Action item:
From the entries below, count the lines holding the word "green" and give nothing but the number.

Given records:
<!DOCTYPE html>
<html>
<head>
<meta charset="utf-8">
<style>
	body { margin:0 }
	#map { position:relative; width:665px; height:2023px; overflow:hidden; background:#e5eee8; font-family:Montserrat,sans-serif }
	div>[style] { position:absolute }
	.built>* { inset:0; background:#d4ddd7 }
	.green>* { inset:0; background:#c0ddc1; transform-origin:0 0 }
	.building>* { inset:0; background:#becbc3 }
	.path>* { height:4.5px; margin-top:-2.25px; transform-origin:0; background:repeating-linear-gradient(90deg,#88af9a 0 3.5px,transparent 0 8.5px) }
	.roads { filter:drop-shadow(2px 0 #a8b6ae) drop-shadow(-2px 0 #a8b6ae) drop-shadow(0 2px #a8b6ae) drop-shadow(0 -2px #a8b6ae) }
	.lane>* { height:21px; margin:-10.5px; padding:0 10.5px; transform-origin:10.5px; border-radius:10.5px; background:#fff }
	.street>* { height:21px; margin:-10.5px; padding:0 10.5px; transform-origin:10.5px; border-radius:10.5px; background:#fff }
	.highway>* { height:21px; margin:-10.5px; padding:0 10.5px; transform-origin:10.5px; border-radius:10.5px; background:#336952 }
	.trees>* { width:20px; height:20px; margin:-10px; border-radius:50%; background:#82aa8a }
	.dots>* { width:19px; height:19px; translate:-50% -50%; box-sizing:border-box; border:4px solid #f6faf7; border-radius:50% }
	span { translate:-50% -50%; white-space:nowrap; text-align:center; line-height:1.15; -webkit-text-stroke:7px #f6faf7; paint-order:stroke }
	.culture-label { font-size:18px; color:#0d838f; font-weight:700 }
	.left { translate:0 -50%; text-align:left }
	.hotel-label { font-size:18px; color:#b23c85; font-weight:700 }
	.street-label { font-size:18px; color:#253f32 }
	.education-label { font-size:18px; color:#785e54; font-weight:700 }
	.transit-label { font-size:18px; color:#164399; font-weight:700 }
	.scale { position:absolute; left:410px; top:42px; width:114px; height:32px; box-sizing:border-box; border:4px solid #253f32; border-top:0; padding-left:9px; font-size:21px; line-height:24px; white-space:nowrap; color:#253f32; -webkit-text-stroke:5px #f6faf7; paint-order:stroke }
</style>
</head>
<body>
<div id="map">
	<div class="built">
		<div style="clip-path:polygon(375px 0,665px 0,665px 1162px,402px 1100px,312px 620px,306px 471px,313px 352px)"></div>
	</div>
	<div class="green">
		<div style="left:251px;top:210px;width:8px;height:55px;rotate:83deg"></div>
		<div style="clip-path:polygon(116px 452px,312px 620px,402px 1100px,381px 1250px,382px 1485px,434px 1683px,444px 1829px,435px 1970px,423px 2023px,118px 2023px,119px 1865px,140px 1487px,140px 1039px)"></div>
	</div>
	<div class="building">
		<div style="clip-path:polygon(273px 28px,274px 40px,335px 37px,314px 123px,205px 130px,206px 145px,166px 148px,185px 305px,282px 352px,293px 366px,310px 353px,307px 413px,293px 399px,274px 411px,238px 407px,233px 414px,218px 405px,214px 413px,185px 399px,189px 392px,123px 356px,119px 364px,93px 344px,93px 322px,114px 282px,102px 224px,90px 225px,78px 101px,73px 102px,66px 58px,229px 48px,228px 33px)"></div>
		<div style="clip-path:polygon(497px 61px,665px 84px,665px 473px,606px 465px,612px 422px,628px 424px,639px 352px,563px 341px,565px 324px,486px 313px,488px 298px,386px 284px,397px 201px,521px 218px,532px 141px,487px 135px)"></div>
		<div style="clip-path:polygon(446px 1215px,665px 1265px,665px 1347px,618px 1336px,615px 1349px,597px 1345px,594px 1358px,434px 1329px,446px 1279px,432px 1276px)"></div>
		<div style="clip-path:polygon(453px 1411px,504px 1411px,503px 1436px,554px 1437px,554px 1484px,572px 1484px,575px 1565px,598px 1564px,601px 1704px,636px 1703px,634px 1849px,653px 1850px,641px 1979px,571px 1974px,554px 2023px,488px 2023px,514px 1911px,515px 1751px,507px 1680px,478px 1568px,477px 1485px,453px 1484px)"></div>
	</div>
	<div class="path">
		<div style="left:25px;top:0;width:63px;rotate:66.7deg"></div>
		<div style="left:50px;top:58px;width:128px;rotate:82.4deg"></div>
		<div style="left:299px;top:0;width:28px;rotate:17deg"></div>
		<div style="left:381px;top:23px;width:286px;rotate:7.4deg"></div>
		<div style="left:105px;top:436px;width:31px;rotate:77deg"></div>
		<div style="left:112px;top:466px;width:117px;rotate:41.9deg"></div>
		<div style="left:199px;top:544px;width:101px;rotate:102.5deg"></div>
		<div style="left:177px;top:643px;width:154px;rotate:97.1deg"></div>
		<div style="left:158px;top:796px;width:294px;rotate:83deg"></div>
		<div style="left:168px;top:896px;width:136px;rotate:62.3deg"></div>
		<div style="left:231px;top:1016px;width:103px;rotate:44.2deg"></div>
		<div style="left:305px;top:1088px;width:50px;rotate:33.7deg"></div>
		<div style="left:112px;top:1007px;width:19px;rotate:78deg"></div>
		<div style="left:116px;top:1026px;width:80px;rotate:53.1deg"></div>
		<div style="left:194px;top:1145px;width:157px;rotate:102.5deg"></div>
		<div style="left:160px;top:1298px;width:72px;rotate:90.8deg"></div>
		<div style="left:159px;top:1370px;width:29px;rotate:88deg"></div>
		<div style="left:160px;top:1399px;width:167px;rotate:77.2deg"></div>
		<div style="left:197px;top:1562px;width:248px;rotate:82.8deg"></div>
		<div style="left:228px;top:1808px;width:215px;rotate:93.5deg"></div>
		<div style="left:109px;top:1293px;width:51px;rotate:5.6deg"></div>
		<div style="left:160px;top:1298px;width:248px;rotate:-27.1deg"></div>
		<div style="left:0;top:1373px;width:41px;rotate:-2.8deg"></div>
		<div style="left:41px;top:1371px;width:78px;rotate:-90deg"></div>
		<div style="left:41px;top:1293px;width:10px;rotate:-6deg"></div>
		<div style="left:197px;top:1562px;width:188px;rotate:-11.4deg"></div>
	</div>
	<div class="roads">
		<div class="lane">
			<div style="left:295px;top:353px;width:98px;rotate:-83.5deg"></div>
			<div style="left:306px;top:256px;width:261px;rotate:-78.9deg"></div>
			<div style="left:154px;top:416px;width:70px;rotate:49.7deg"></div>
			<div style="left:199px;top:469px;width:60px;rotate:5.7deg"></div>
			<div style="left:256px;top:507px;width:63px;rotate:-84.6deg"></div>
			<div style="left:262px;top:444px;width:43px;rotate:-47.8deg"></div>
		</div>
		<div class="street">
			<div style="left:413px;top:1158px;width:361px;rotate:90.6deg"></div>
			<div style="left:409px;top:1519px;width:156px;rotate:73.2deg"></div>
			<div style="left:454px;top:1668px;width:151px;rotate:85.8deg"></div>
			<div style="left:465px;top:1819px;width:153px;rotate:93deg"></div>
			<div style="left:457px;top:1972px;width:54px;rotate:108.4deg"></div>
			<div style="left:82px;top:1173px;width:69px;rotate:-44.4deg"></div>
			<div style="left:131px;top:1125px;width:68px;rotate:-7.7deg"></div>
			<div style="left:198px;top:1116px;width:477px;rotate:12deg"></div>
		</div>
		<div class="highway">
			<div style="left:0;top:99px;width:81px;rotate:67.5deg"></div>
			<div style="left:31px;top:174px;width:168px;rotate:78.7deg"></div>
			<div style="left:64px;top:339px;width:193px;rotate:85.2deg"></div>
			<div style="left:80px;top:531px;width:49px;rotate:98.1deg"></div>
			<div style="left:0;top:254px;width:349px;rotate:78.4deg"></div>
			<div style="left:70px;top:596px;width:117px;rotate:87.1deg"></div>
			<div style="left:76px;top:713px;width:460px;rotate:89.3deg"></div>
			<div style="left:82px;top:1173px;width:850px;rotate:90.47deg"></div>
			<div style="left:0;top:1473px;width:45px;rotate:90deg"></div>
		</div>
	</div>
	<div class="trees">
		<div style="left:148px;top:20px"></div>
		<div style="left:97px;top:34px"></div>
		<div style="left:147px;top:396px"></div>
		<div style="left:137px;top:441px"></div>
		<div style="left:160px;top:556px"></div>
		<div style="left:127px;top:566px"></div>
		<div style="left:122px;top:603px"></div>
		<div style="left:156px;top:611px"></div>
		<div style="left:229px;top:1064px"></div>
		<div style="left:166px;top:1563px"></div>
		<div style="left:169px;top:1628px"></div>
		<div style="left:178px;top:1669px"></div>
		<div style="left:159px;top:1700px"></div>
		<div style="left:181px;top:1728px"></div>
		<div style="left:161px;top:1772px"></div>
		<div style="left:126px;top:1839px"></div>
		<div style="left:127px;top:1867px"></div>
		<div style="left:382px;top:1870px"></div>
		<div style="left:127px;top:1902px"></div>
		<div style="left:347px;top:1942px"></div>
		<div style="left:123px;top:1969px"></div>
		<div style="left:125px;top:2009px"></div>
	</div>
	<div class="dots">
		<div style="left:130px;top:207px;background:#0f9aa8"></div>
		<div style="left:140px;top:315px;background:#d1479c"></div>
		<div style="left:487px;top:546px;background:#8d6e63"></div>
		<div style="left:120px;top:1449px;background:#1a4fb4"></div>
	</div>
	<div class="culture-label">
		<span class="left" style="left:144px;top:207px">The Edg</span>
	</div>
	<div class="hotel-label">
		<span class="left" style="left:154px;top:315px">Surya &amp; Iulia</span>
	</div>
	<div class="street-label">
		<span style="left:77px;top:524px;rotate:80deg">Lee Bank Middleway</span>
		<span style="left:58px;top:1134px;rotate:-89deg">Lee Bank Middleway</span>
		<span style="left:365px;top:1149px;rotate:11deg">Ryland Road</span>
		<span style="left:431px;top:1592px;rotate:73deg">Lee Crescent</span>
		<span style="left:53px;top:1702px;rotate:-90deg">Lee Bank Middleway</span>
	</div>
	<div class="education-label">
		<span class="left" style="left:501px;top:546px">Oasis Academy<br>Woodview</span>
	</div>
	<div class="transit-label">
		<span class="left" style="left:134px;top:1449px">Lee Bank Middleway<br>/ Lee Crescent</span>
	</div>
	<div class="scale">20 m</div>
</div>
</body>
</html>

Your response:
2